Creo que la importancia histórica de "Piedra y Cielo" es muy grande y no suficientemente reconocida. Para mí fue fundamental. Allí no sólo aprendí un sistema de metaforizar, sino lo que es más decisivo, un entusiasmo y una novelería por la poesía que añoro cada día más y que me produce una inmensa nostalgia. Piensa tú en un país revuelto por unos loquitos que hacían versos. Unos orates contagiosos. En ese entonces la agitación que había con la poesía es la misma que hay hoy con el M-19.
Las lecturas del internado
¿Y Aurelio Arturo?
Yo conocí a Aurelio a través de "Piedra y Cielo", pero nunca lo consideré como del grupo: siempre lo tuve como alguien que venía de antes y cuya ruptura, ya entonces, era mucho más decantada que la de "Piedra y Cielo". Eso era lo lindo de Arturo: traía un refinamiento, una filtración de poesía a la cual no habían llegado los piedracielistas. Él ya había dado el salto que los piedracielistas no dieron nunca. Mientras ellos se quedaban de piedracielistas, Aurelio continuaba volando, aparentemente más bajo, pero para llegar más lejos.
¿Y Álvaro Mutis?
Soy amigo suyo hace treinta años y nunca he hablado de su poesía. Pero yo también recuerdo esas experiencias de Mutis como si yo las hubiese vivido. Yo también he pasado vacaciones en Coello; también he sentido el estruendo del río sobre las piedras, he oído esos pájaros extraños y sufrido idéntica desolación. Creo que el tono suyo es el tono de la poesía. Gracias a él yo también he vivido lo mismo.
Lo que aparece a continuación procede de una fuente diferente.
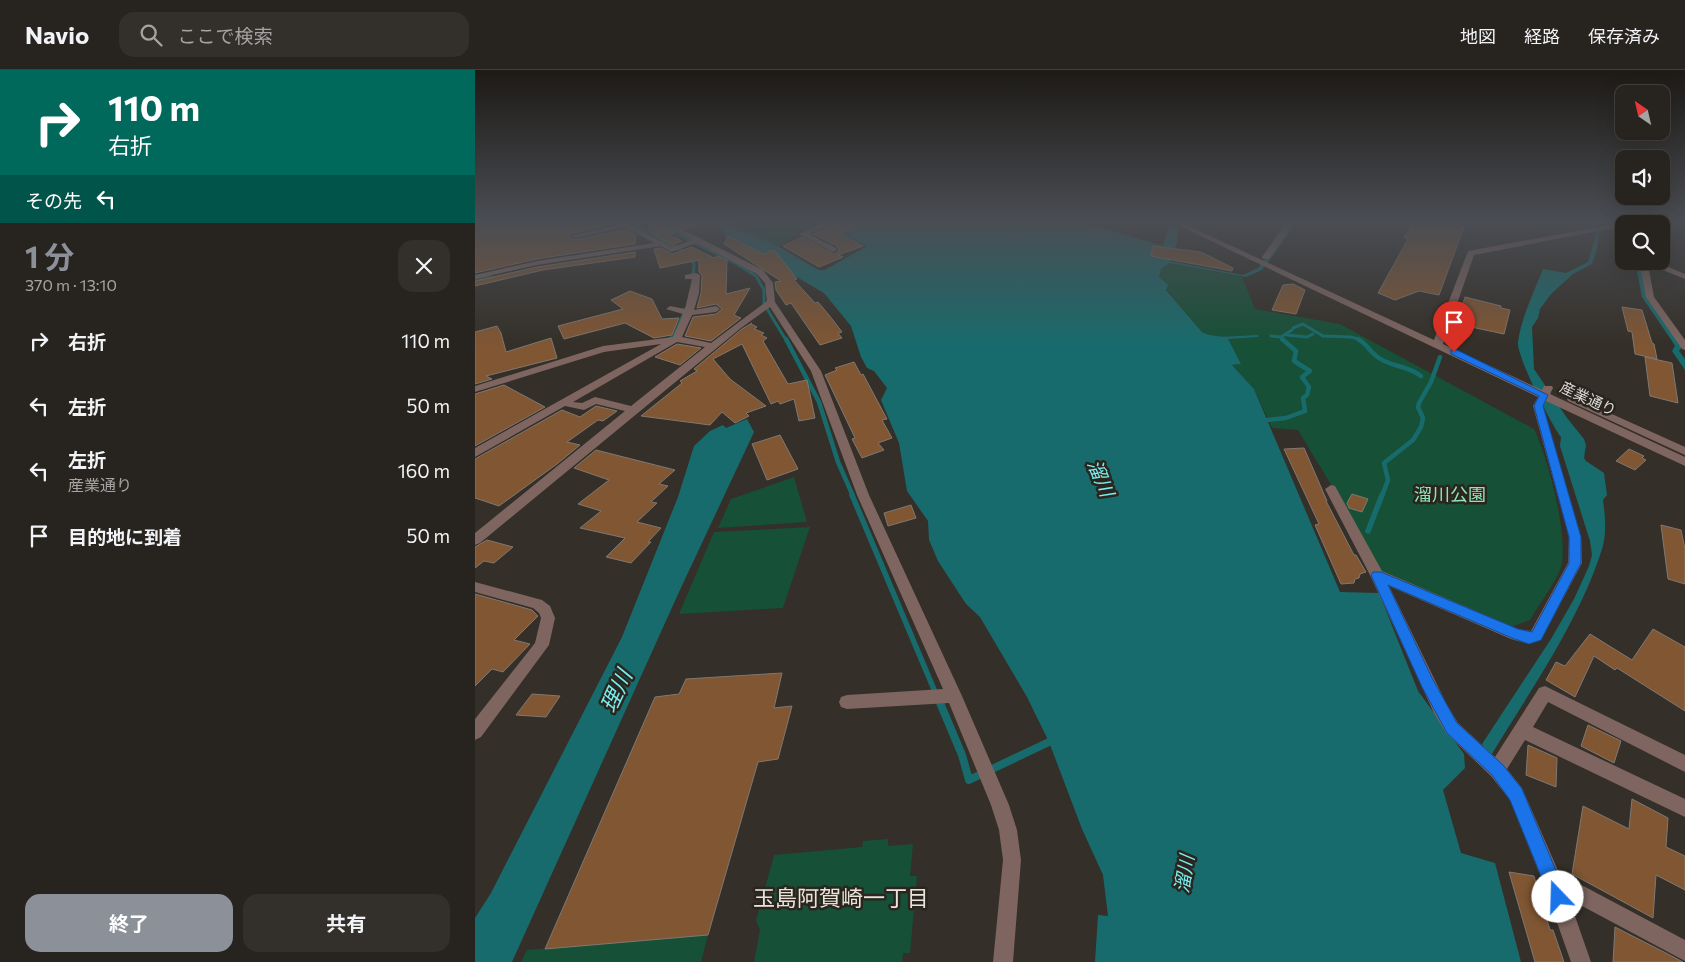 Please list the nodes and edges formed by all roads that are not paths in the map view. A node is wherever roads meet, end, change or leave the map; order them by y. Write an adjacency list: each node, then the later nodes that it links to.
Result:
1 (547, 262): 8 (street)
2 (737, 262): 11 (street)
3 (1267, 262): 16 (street, 産業通り)
4 (1275, 262): 16 (street, 産業通り)
5 (1468, 262): 16 (street)
6 (1645, 270): 18 (street)
7 (1668, 270): 10 (street)
8 (475, 277)
9 (691, 277): 14 (street)
10 (1685, 277)
11 (771, 302): 17 (street); 30 (street)
12 (670, 309): 14 (street)
13 (716, 309): 14 (street)
14 (686, 312): 15 (street)
15 (672, 340): 17 (street); 19 (street); 21 (street)
16 (1438, 341): 20 (street, 産業通り)
17 (714, 346): 22 (street)
18 (1685, 348)
19 (475, 389)
20 (1546, 391): 23 (street, 産業通り); 25 (street, 産業通り); 28 (street)
21 (565, 403): 22 (street); 24 (street)
22 (632, 410): 27 (street)
23 (1685, 451)
24 (475, 453)
25 (1685, 462)
26 (1331, 489): 28 (street)
27 (475, 540)
28 (1377, 575): 35 (street)
29 (475, 587): 33 (street)
30 (954, 696): 31 (street); 39 (street)
31 (847, 702)
32 (1522, 730): 34 (street); 35 (street); 36 (street)
33 (475, 732)
34 (1685, 764)
35 (1497, 770): 37 (street)
36 (1685, 808)
37 (1552, 880): 38 (street); 40 (street)
38 (1685, 951)
39 (1003, 962)
40 (1581, 962) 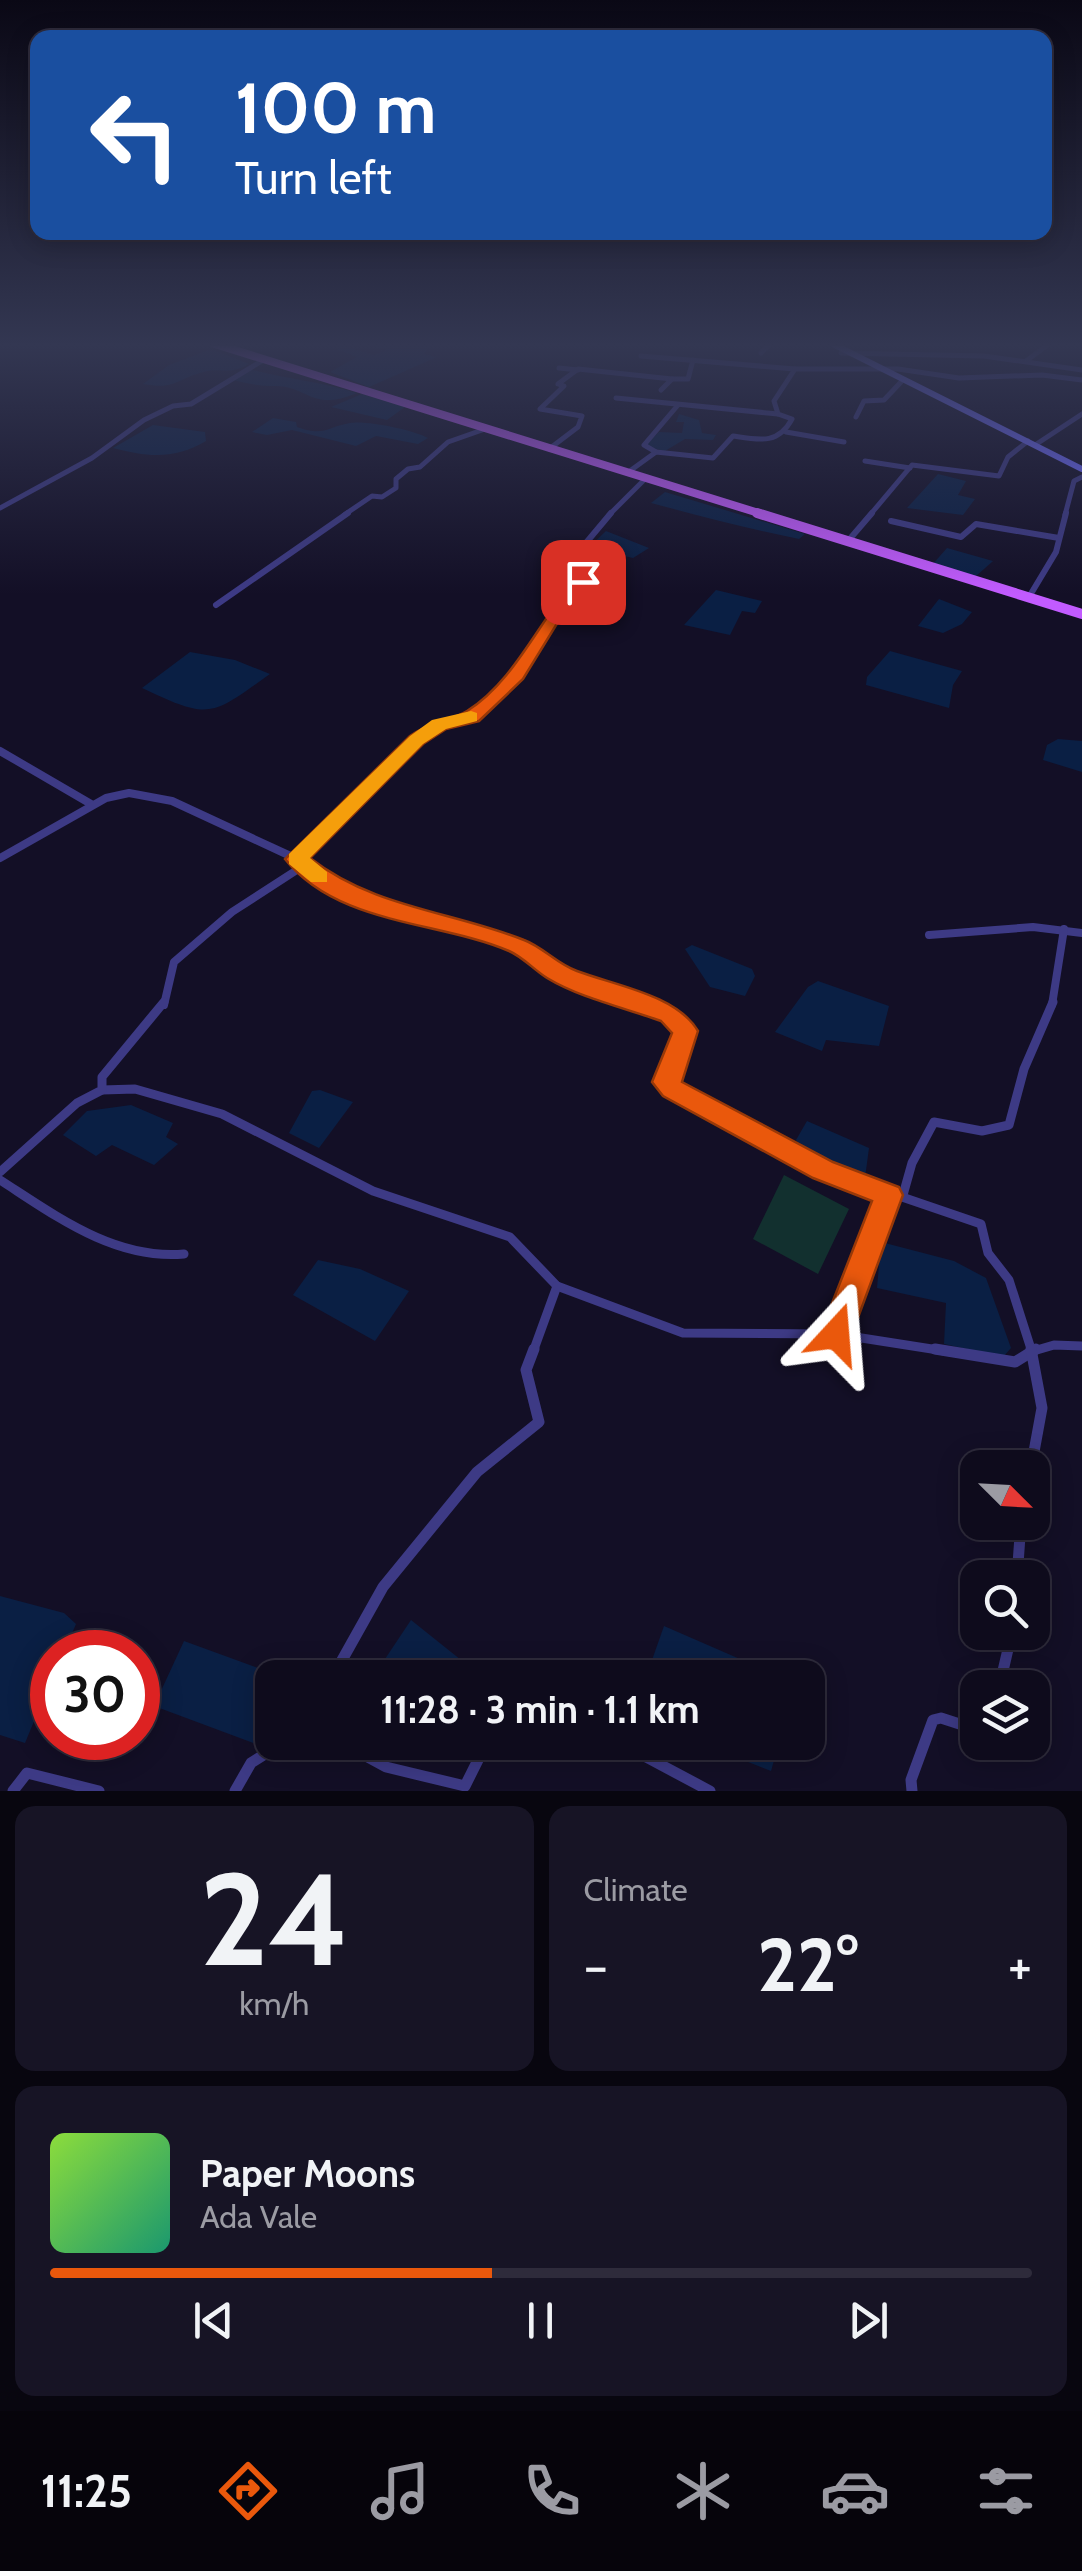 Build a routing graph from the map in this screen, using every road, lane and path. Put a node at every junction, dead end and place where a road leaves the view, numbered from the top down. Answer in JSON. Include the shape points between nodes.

Así que con "Piedra y Cielo" se da en cierto modo tu ingreso a la poesía, y a la vez al límite: te topas contra una pared. ¿Cómo pasas de ahí al cuento?
En ese mismo internado, en Zipaquirá, se tenía la costumbre de leer un libro en voz alta antes de dormirnos. Como a mí ya me gustaban los libros, y eso se sabía, casi que por fuerza de gravedad me fui apoderando de la función de sugerir qué libros deberían leerse, con lo cual el profesor se desentendía de escogerlos y yo oía los que no alcanzaba a leer por mi cuenta, en clase. Allí se leyó, íntegra, La montaña mágica. Nosotros pedíamos que no se interrumpiese la lectura hasta que acabáramos el capítulo y había luego unas discusiones eternas para saber si Hans Castorp se acostaba con Claudia Chauchat o no. Y, claro está, también leímos Los tres mosqueteros (El conde de Montecristo lo había leído antes) y El jorobado de Nuestra Señora, Nostradamus, Cruz diablo: un montón de cosas.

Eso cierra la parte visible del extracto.